The most depressing and even frightening part of the tepid US response to the protests across the region is the lack of appreciation of what kind of gift the US, and West more broadly, are being handed by these movements. Their very existence is bringing unprecedented levels of hope and productive activism to a region and as such constitutes a direct rebuttal to the power and prestige of al-Qaeda.

Instead of embracing the push for real democratic change, however, surface reforms that would preserve the system intact are all that's recommended. Instead of declaring loud and clear a support for a real democracy agenda, the president speaks only of "disrupting plots and securing our cities and skies" and "tak[ing] the fight to al-Qaeda and their allies", as he declared in his State of the Union address.

Obama doesn't seem to understand that the US doesn't need to "take the fight" to al-Qaeda, or even fire a single shot, to score its greatest victory in the "war on terror". Supporting real democratisation will do more to downgrade al-Qaeda's capabilities than any number of military attacks. He had better gain this understanding quickly because in the next hours or days the Egypt's revolution will likely face its moment of truth.
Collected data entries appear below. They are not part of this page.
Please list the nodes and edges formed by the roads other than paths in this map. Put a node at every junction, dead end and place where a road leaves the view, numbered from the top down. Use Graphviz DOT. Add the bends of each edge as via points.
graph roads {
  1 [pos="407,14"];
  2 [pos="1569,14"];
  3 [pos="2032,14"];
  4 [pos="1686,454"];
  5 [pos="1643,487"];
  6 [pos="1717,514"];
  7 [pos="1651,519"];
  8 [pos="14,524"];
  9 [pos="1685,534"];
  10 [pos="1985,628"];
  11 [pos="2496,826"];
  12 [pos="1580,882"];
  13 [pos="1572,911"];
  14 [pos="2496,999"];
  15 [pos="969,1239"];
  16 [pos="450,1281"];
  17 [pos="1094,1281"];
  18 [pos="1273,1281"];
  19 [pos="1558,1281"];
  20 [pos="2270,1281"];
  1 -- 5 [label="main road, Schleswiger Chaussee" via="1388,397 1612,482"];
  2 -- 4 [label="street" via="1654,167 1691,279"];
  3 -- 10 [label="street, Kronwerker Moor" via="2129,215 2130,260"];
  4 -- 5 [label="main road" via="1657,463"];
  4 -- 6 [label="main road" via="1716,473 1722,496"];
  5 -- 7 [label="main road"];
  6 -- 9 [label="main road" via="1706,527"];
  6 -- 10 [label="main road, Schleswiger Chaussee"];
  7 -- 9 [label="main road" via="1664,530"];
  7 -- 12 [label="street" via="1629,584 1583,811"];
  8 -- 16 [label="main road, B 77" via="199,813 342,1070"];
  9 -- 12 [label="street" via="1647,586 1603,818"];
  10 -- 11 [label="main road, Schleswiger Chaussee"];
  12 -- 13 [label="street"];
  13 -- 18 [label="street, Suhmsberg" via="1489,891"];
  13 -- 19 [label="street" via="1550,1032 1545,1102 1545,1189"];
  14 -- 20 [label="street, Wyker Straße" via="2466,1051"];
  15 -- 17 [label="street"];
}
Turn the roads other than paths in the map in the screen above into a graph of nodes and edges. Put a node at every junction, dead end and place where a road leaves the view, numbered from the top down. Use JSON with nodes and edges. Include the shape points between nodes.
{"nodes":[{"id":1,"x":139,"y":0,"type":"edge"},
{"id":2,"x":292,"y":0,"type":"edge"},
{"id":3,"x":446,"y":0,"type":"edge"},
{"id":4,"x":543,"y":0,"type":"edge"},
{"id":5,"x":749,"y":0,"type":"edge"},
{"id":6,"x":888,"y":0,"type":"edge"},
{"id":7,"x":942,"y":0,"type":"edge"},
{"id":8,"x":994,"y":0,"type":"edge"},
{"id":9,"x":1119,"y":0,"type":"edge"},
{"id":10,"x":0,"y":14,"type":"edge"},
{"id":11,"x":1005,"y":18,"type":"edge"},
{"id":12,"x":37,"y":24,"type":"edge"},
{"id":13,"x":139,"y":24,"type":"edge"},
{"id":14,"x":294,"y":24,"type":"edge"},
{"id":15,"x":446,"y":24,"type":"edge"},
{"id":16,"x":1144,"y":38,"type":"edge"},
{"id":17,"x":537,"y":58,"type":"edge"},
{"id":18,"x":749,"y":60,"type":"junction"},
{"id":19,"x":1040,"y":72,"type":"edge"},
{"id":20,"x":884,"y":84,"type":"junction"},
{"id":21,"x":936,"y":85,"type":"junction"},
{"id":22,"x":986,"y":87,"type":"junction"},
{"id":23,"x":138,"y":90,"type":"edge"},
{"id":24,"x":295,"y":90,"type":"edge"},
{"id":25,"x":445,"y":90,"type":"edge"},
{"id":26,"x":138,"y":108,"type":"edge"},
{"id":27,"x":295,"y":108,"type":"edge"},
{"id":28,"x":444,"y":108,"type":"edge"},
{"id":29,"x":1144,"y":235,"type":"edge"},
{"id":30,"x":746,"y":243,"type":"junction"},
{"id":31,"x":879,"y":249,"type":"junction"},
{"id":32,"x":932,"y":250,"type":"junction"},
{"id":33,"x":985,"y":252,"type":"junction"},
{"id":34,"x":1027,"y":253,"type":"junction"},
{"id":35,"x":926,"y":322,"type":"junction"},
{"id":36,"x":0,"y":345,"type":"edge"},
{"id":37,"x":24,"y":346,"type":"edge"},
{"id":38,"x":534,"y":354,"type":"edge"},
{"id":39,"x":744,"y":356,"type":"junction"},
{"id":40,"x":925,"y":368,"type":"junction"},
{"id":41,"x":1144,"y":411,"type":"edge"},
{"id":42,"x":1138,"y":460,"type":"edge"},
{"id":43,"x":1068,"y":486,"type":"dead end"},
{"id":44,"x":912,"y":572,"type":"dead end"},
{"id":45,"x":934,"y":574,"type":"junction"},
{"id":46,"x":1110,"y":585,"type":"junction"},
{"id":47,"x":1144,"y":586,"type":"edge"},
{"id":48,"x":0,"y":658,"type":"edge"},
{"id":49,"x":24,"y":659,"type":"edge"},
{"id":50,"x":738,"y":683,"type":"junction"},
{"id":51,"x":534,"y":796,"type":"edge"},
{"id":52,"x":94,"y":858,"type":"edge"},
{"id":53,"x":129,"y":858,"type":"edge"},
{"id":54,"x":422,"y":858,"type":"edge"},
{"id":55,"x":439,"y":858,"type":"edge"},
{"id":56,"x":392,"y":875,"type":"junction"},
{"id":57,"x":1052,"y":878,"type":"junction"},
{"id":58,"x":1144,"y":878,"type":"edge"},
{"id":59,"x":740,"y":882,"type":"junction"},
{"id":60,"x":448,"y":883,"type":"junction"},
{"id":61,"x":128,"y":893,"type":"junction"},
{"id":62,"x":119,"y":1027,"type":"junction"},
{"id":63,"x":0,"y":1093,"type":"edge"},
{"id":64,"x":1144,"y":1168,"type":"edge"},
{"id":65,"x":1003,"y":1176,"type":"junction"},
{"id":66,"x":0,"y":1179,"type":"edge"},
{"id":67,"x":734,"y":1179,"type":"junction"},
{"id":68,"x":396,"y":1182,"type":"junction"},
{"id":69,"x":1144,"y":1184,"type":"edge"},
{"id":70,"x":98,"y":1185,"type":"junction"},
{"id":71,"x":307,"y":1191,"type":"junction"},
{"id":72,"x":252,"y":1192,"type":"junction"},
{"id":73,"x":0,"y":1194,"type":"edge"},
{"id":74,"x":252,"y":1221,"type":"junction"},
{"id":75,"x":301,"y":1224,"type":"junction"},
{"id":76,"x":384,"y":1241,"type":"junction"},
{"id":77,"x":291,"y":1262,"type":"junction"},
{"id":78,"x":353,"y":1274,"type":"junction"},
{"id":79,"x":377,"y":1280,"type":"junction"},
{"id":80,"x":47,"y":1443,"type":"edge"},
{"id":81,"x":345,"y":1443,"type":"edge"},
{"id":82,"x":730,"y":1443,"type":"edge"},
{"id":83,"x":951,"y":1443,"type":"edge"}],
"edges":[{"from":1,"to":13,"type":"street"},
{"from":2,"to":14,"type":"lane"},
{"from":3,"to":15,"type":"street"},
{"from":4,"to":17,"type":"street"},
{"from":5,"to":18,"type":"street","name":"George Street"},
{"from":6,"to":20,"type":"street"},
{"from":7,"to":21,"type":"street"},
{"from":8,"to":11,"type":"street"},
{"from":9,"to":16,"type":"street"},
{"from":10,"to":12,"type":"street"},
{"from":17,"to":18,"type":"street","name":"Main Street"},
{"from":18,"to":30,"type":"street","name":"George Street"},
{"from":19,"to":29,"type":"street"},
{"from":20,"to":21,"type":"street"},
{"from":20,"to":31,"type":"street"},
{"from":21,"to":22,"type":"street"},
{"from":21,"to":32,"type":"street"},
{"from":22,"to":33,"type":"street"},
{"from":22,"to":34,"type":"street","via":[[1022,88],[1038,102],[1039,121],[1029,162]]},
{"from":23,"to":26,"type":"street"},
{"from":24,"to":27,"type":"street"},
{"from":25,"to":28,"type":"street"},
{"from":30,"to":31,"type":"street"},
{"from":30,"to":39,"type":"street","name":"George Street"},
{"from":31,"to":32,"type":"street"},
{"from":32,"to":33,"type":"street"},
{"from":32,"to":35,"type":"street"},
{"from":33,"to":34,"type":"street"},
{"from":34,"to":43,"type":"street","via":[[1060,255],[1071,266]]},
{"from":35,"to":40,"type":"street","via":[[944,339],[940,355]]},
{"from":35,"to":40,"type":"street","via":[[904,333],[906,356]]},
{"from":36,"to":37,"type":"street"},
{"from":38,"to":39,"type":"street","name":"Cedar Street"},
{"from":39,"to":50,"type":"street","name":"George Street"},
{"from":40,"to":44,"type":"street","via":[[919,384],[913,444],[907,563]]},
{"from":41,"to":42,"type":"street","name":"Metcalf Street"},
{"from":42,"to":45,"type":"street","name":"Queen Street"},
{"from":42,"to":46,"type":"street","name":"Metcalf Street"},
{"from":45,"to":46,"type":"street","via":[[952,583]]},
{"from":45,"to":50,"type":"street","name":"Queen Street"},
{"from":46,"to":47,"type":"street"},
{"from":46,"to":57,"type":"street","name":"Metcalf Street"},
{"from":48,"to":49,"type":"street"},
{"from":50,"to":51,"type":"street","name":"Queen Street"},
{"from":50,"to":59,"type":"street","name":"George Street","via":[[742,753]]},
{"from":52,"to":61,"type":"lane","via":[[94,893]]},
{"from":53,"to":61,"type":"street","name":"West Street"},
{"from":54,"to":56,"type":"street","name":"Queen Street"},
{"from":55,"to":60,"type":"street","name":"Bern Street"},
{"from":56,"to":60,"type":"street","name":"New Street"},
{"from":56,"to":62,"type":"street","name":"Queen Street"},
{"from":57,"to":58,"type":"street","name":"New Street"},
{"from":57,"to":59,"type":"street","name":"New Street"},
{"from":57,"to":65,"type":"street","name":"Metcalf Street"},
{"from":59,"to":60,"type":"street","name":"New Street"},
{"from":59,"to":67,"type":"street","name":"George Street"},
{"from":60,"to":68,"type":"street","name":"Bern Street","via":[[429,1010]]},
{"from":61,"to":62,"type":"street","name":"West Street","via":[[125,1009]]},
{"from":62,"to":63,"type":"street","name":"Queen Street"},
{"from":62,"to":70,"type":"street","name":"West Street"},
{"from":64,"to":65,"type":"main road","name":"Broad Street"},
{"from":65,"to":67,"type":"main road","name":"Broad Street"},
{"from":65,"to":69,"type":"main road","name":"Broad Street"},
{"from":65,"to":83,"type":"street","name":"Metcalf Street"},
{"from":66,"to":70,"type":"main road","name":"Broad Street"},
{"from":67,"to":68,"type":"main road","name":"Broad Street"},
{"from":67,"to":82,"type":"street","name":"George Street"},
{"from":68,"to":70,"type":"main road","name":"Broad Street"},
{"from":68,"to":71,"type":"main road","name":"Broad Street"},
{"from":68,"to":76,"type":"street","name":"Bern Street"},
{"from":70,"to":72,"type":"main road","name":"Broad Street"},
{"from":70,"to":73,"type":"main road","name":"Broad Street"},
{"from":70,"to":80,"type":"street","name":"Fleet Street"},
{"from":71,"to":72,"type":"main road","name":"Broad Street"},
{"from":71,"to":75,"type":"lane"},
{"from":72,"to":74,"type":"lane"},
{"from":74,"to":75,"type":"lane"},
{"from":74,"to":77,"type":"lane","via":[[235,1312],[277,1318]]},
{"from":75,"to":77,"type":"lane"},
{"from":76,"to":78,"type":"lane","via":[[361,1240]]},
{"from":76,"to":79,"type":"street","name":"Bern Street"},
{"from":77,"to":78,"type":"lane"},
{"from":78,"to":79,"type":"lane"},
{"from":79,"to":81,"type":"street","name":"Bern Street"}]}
And right behind Egypt are Yemen, Jordan, Algeria, and who knows what other countries, all looking to free themselves of governments that the US and its European allies have uncritically supported for decades.

If president Obama has the courage to support genuine democracy, even at the expense of immediate American policy interests, he could well go down in history as one of the heroes of the Middle East's Jasmine winter. If he chooses platitudes and the status quo, the harm to America's standing in the region will likely take decades to repair.

Mark LeVine is a professor of history at UC Irvine and senior visiting researcher at the Centre for Middle Eastern Studies at Lund University in Sweden. His most recent books are Heavy Metal Islam (Random House) and Impossible Peace: Israel/Palestine Since 1989 (Zed Books).

The views expressed in this article are the author's own and do not necessarily reflect Al Jazeera's editorial policy.